L’associazione degli ausiliari del traffico, NBB, ha chiesto al ministro della Giustizia Ferd Grapperhaus di permettere agli handhavers di essere muniti di spray al peperoncino e manganello, oltre alle manette e, a volte, le body cam che già portano con sé. 

Questa richiesta è stata avanzata a causa dei molteplici incidenti che si sono verificati nello scorso weekend, quando i cosiddetti boa in olandese hanno cercato di far rispettare le restrizioni imposte dal governo a causa della diffusione di coronavirus.  

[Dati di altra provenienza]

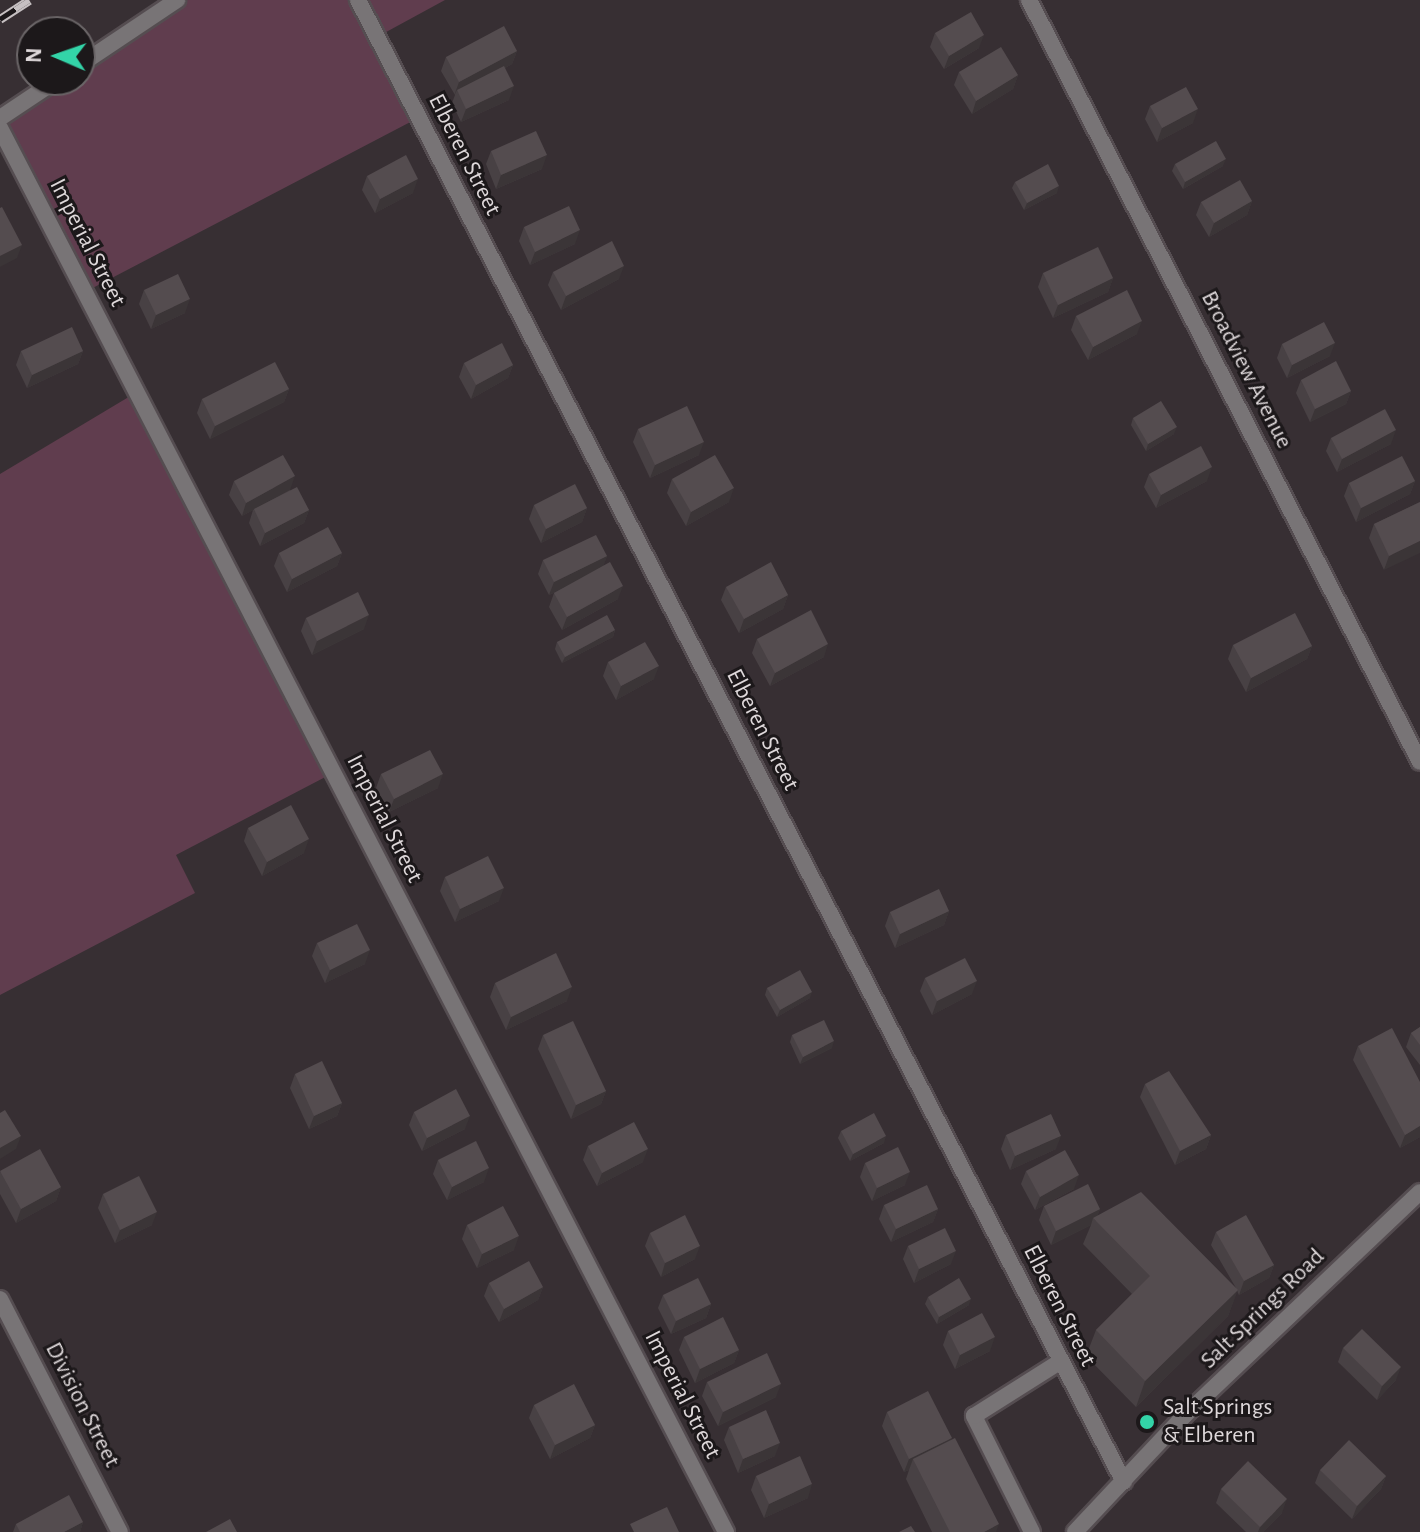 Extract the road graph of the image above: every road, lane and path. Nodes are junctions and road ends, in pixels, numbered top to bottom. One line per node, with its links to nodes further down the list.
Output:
1 (177, 0): 4 (street)
2 (358, 0): 11 (street, Elberen Street)
3 (1029, 0): 8 (street, Broadview Avenue)
4 (96, 54)
5 (33, 96): 6 (street)
6 (0, 118)
7 (0, 128): 14 (street, Imperial Street)
8 (1420, 762)
9 (1420, 1192): 12 (street, Salt Springs Road)
10 (0, 1299): 13 (street, Division Street)
11 (1061, 1361): 12 (street, Elberen Street); 15 (street)
12 (1124, 1482): 16 (street, Salt Springs Road)
13 (120, 1532)
14 (726, 1532)
15 (1032, 1532)
16 (1075, 1532)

Nella lettera inviata dal presidente della NBB, Ruud Kuin, al Ministro si legge che un handhaver di Rotterdam è finito all’ospedale con un trauma cranico. In totale, secondo quando scritto da Gemeente.nu, 5 boa sono stati feriti durante le festività pasquali. Di conseguenza, la richiesta di armare questi funzionari sembrerebbe più che logica. Questi, rischiano di essere attaccati perché pattugliano le strade senza alcuna forma di protezione o difesa. 

Già in precedenza, la NBB aveva chiesto al ministero di poter armare gli ausiliari. Lo scorso ottobre, infatti, Grapperhaus aveva detto di voler venire incontro alle richieste  e di uniformare la normativa a livello nazionale. Purtroppo, il Ministero non ha molto potere in questo ambito perché i boa sono considerati dipendenti pubblici. Perciò la decisione sta ai diversi comuni.

Ad Amsterdam, gli ausiliari non sono armati a causa anche dell’opposizione della polizia locale. Tuttavia, Femke Halsema, la sindaca della capitale sarebbe in principio favorevole. Al contrario, a Rotterdam, dallo scorso anno, il sindaco ha autorizzato l’adozione di bodycam.

Oltre alla NBB, anche i sindacati ferroviari hanno chiesto ad NS, la compagnia ferroviaria, di prendere ulteriori misure per garantire la sicurezza dei dipendenti. Da quanto riporta OVPro, la risposta di NS è attesa giovedì.